Procedure to follow: a. sale of public agricultural lands

                              b. impose the same conditions such as the commencement of the construction of the improvement within six months and the completion thereof within 18 months.

Lots not sold after satisfactory bid:

  1. subjected to another public bidding;
  2. if still unsold, the DOL may sell them at a private sale – the price should not be less than 2/3 of the appraised value.

PROCEEDS OF SALE:

  1. Remitted to the national treasury as part of the general funds (Sec. 80 of CA 141)
  2. The proceeds of the sales of lots situated in Baguio accrue to the city funds (Baguio city charter)

LIMITATIONS:

  1. Not more than 2 residential lots and two other lots for commercial or industrial uses in any one town site may be sold to any one person, corporation, or association EXCEPT when approved by the DENR Sec.
  2. BUYERS IN BAGUIO TOWN SITE – it is forbidden to cut down any tree standing upon a lot without permission in writing from the Baguio Coordinating Committee/representative.
  3. All sales or other dispositions of lots in the town site are subject to the blanket authority reserved upon the Congress to alter, rescind or cancel at any time as circumstances may warrant.

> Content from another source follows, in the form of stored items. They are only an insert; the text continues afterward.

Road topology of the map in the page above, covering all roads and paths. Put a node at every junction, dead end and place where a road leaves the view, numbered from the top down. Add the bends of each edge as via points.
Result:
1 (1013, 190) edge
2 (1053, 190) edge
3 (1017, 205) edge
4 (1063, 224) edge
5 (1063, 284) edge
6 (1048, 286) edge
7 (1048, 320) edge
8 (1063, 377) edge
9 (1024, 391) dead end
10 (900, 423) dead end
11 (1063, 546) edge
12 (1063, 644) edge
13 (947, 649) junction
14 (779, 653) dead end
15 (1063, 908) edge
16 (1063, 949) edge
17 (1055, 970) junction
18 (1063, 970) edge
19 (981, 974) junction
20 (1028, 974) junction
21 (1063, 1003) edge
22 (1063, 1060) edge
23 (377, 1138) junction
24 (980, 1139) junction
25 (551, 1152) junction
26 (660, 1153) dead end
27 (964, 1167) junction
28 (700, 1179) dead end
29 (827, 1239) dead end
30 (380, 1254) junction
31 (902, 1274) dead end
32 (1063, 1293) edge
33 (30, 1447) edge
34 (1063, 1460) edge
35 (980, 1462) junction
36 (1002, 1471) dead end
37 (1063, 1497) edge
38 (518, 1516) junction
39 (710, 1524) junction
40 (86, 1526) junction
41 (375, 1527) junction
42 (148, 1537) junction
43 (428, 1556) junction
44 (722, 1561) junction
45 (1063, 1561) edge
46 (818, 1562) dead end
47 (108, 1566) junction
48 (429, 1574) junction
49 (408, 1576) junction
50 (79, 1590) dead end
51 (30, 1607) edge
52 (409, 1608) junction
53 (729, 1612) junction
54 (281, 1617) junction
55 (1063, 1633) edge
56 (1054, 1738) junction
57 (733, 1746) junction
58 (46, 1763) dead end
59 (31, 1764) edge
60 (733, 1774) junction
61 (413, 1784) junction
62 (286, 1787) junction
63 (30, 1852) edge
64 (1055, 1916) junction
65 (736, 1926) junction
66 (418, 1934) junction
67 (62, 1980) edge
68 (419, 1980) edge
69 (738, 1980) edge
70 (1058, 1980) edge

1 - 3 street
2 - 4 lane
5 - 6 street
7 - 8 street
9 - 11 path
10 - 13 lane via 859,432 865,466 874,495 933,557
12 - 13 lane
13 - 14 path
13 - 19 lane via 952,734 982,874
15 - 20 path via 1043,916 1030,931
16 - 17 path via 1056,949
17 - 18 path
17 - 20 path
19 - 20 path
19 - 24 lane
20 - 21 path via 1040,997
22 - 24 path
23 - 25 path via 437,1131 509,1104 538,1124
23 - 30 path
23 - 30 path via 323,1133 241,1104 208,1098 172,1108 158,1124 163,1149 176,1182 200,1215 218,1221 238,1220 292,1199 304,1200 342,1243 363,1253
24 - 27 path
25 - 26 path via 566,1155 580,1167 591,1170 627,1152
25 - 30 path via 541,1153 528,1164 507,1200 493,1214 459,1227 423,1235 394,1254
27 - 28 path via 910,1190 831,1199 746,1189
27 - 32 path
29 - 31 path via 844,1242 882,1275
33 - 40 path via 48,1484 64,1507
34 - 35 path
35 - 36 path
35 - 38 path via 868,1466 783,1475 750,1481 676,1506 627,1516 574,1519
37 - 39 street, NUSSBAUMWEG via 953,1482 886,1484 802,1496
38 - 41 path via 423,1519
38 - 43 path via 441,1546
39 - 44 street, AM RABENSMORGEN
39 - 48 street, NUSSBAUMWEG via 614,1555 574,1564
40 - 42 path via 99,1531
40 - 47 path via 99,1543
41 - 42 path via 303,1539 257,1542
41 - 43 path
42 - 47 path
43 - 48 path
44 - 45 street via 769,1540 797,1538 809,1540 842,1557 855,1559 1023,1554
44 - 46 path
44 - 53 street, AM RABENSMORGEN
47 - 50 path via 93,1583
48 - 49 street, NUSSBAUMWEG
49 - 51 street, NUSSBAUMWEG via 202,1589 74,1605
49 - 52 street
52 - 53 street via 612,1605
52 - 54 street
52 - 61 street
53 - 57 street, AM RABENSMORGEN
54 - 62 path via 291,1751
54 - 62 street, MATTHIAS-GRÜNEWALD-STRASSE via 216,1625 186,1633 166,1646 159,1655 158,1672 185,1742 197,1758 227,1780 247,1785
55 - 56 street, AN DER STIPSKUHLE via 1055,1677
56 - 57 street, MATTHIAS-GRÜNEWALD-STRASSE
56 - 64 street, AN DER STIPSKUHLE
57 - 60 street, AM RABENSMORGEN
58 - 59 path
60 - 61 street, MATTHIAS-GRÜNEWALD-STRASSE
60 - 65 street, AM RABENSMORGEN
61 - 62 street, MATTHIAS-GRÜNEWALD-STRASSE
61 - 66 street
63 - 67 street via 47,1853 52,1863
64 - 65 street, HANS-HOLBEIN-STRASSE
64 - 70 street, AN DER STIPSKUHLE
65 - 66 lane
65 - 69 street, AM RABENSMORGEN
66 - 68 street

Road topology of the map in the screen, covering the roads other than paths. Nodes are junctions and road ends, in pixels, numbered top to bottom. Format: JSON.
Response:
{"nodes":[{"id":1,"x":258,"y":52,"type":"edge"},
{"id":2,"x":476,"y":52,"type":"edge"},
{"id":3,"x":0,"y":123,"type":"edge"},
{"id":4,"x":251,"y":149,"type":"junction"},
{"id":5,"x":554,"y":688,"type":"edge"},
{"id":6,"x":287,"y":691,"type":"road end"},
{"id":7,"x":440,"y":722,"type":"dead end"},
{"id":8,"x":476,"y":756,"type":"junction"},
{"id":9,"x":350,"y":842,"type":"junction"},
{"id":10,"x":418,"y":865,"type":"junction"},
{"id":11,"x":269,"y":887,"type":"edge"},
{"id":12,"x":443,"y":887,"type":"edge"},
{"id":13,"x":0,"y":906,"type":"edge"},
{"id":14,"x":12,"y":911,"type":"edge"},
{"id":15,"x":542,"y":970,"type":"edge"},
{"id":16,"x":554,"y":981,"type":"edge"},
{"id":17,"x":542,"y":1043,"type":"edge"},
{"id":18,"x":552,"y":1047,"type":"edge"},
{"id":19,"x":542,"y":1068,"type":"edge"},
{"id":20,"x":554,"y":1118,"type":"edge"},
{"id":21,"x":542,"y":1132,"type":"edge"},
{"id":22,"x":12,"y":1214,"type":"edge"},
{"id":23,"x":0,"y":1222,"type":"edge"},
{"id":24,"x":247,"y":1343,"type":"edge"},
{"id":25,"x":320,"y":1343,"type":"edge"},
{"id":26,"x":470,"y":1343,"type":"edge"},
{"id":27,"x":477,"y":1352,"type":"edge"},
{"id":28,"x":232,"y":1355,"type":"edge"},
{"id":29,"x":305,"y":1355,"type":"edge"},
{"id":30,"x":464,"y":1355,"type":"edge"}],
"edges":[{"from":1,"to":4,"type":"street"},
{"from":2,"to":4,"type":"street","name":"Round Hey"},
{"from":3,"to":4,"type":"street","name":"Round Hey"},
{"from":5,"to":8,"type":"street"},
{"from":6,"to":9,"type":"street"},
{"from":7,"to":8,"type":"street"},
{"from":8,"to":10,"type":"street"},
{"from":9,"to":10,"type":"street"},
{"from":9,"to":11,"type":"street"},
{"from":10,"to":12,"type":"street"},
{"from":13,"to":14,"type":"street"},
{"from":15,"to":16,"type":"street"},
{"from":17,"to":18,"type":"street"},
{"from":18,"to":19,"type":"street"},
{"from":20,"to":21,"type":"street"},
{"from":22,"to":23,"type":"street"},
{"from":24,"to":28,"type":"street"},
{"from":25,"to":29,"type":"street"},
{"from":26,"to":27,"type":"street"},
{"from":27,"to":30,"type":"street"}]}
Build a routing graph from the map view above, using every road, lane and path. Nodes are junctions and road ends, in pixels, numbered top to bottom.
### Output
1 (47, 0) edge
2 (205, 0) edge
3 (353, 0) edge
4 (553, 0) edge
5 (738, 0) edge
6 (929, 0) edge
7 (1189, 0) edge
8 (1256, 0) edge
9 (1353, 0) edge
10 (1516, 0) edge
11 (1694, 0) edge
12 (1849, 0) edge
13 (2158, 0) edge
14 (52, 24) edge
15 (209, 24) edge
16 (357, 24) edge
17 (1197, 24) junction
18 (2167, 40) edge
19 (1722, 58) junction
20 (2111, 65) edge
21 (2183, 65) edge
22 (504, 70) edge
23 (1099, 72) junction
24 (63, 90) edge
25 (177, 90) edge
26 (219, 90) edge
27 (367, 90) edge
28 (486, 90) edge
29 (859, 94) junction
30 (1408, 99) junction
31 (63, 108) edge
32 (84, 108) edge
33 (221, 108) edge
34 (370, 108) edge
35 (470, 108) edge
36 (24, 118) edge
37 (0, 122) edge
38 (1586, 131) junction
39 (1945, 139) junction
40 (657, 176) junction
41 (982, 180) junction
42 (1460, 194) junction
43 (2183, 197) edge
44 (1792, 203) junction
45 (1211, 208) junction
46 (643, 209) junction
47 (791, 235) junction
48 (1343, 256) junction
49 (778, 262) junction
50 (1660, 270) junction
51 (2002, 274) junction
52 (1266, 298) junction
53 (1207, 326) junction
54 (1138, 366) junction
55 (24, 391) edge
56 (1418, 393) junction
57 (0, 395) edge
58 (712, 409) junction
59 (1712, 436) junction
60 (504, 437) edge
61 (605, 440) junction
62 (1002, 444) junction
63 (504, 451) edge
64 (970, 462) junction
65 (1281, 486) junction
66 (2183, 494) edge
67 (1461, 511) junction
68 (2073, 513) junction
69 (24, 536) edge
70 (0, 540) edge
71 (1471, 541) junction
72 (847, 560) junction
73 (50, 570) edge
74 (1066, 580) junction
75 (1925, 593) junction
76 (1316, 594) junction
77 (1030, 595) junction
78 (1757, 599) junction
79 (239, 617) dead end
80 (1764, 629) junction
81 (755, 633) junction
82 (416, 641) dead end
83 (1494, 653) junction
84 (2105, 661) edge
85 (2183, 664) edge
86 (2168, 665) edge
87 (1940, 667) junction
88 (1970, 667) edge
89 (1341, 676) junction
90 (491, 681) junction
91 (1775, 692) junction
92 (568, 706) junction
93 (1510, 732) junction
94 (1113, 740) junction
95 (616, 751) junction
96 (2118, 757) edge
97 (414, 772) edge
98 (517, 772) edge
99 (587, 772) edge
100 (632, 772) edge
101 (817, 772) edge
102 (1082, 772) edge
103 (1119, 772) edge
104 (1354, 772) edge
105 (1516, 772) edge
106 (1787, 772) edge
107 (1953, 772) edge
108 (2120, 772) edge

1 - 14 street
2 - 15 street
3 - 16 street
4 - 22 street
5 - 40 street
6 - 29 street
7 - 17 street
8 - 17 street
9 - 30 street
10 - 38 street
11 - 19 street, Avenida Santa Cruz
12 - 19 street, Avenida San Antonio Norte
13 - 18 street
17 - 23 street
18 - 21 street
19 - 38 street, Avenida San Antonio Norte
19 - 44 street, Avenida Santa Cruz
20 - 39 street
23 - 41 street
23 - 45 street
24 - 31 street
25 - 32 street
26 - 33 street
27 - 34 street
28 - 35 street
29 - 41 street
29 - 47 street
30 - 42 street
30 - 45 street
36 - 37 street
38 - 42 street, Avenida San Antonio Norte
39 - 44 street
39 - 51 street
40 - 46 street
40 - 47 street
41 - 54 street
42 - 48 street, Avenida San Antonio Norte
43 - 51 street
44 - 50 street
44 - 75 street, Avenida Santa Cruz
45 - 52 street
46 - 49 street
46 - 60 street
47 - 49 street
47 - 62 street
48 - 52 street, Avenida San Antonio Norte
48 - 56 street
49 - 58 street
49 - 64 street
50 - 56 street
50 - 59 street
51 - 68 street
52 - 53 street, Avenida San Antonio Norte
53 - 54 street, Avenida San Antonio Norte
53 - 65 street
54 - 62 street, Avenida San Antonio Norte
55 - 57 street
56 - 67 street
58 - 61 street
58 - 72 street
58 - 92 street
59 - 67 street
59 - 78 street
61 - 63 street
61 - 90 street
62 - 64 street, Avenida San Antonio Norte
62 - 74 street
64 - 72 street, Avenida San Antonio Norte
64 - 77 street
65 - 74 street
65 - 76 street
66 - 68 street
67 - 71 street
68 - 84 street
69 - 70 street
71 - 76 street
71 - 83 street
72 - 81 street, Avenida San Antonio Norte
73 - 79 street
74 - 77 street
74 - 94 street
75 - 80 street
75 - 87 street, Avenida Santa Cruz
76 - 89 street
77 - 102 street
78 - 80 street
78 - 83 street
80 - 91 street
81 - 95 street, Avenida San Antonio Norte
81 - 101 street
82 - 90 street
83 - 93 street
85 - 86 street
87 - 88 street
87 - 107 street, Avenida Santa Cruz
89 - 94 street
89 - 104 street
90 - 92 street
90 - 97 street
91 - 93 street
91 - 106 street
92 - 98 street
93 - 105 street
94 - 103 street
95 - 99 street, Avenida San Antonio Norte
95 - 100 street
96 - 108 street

RESERVATIONS FOR PUBLIC OR SEMI-PULBIC PURPOSES:

  1. Where public interests so warrant, other reservations for public and semi-public purposes may be designated by proclamation of the President upon recommendation of the DENR Sec.
  2. Such reservations may be used by the Rep of the phil or any of its branches, or by the inhabitants thereof under certain conditions to be prescribed for the purpose, or for quasi-public uses or purposes when necessary.
  3. Reservations may include areas for:
    1. highways
    2. rights of way for railroads etc.
    3. other improvements for public benefits

RESTRICTION: these reservations are not subject to alienation, occupation, entry, sale, lease, or other disposition until again declared alienable by proclamation of the President.

RESERVATION ALONG  RIVER BANKS FOR TIMBERLAND

            Reservation of 40 meters wide along the bank on each side of any river or stream for the purpose of reserving the same as permanent timberland of the government – applied only to lands of the public domain subsequently acquired by a private person.

            *** not applied to lands of private ownership to be registered under the provisions of the Cadstral law or the Land Registration Act.